É esse time, que foi vice-campeão do II Chuteira 5, que encara o Roleta Russa Clássico numa das semifinais. O Roleta pode ser considerado a grande zebra da competição. Poucos esperavam o time de Fernando Sartori entre os quatro melhores, mas os clássicos fizeram boa campanha na 1ª fase – 4 vitórias, 2 empates e 2 derrotas – além de eliminar o La Buça Romana nas oitavas e o então favorito IRA nas quartas. O destaque vem sendo o goleiro Leonardo, o líder da corrida MVG da Aço (na verdade, ele já é o MVG, só podendo ser igualado em estrelas – 10 no total – por Carlão, do Bronx). Com suas defesas e muita entrega dos jogadores, na base da raça o time chegou até aqui e quer mais. O veterano Bob é o artilheiro da equipe, com 9 gols, enquanto Beider e Bilica se destacam no MVP. Folha, o talismã, é desfalque certo após sofrer uma grave contusão diante do IRA. A perda do jogador pode, e deve, dar mais garra aos companheiros, que certamente jogarão por ele. O ponto é que esse time não tem um grande nome a despontar como estrela. Quem brilha, ali, é o conjunto bem armado e que joga basicamente no contra-ataque, sem se desesperar quando está perdendo.

Entretanto, o favoritismo fica na outra chave, onde HidroNG e Bronx duelarão em busca da grande final. O Bronx é o melhor time em termos de aproveitamento até o momento – com 8 vitórias e apenas uma derrota. Na 1ª fase, foi o time de melhor defesa, liderou de ponta a ponta o Grupo B e só encontrou a derrota quando já não valia mais nada – tinha garantido o acesso antecipado e encarou o IRA num jogo pra cumprir tabela na rodada final. Os camisas pretas, após fracassos consecutivos na hora da decisão nas tacinhas disputadas e no próprio Chuteira 5, apresenta na temporada um time muito consistente e ciente do que faz em campo. A presença de Theo e Cesão no meio de campo e o faro de gol de Deko são as armas de um time bem equilibrado e distribuído em campo, cujas maiores qualidades são os chutes de longa distância e o jogo conjunto.
Como destaques individuais, Deko soma 14 gols é o artilheiro da competição até o momento. Além disso, soma 20 estrelas e já é o MVP da 5ª edição da Série Aço, já que não pode ser alcançado por mais ninguém. Claro que ele não conquistou isso sozinho. Theo, o camisa 17, tem 10 gols e está na 3ª posição entre os artilheiros. Ao mesmo tempo, soma 8 estrelas no MVP, seguido de Rudão, com 7.

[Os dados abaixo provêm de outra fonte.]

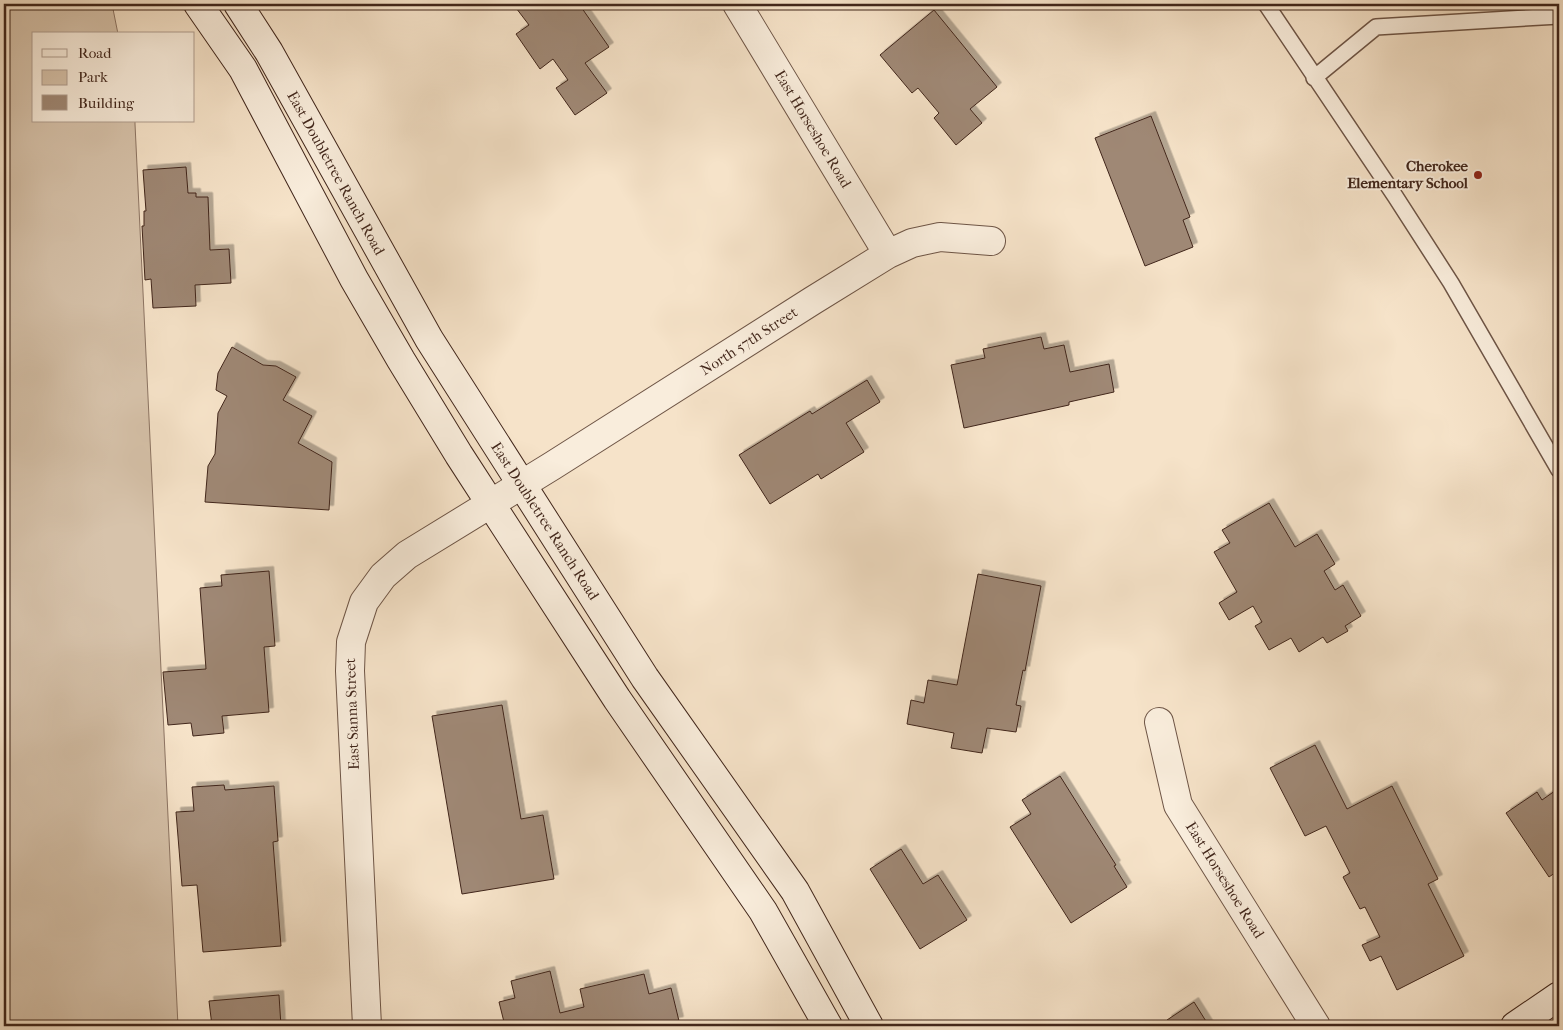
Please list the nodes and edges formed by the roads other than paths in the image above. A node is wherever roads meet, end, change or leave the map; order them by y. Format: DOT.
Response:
graph roads {
  1 [pos="198,4"];
  2 [pos="238,4"];
  3 [pos="736,4"];
  4 [pos="1266,4"];
  5 [pos="1559,16"];
  6 [pos="1314,78"];
  7 [pos="369,233"];
  8 [pos="991,241"];
  9 [pos="340,249"];
  10 [pos="888,254"];
  11 [pos="1559,470"];
  12 [pos="522,484"];
  13 [pos="491,504"];
  14 [pos="1159,722"];
  15 [pos="1559,996"];
  16 [pos="367,1026"];
  17 [pos="828,1026"];
  18 [pos="869,1026"];
  19 [pos="1316,1026"];
  20 [pos="1515,1026"];
  1 -- 9 [label="main road"];
  2 -- 7 [label="main road, East Doubletree Ranch Road"];
  3 -- 10 [label="main road, East Horseshoe Road"];
  4 -- 6 [label="lane"];
  5 -- 6 [label="lane"];
  6 -- 11 [label="lane"];
  7 -- 9 [label="main road"];
  7 -- 12 [label="main road, East Doubletree Ranch Road"];
  8 -- 10 [label="main road, North 57th Street"];
  9 -- 13 [label="main road"];
  10 -- 12 [label="main road, North 57th Street"];
  12 -- 13 [label="main road, East Sanna Street"];
  12 -- 18 [label="main road, East Doubletree Ranch Road"];
  13 -- 16 [label="main road, East Sanna Street"];
  13 -- 17 [label="main road"];
  14 -- 19 [label="main road, East Horseshoe Road"];
  15 -- 20 [label="main road"];
}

Em contraste com a melhor defesa do campeonato aparece o melhor ataque, que pertence ao HidroNG. Desde o início do time aquático no Chuteira, a instabilidade é a marca registrada da equipe. Foi vice-campeão da Taça Primavera 2013, derrotado pelo Divino, e chegou à Série Aço. No III Chuteira de Aço, venceu o grupo e chegou à Bronze, mas teve a proeza inédita de um WO nas quartas de final. Essa falta de comprometimento levou o time a uma campanha pífia na Bronze, quando acabou rebaixado com outro WO. De volta à Aço, reformulou tudo e vem sendo destaque, ficando na 2ª posição no Grupo A com 6 vitórias, um empate e uma derrota. Balançou as redes 50 vezes em 9 partidas disputadas, e o artilheiro é o pequenino Gabi, com 13, apenas um a menos que Deko, do Bronx. Na Corrida MVP, soma 11 estrelas.

No decorrer da temporada o Hidro teve sempre um time em campo, não sofrendo mais com falta de jogadores, mas sem um destaque maior, já que os jogadores faltam com frequência. O rodízio é a arma maior do Hidro, que não depende de apenas um atleta para vencer. Gabi, Waltinho, Dieguinho, Luiz Guilherme e Biriba já decidiram em favor da equipe e, se estiverem todos juntos, certamente darão muito trabalho ao Bronx.
Dois duelos que colocam frente a frente experiência x juventude na final. Times que cadenciam o jogo e são mortais quando chegam ao ataque diante de times que fazem da velocidade e vontade suas marcas registradas. Nas semifinais e na grande final eis o que será colocado à prova.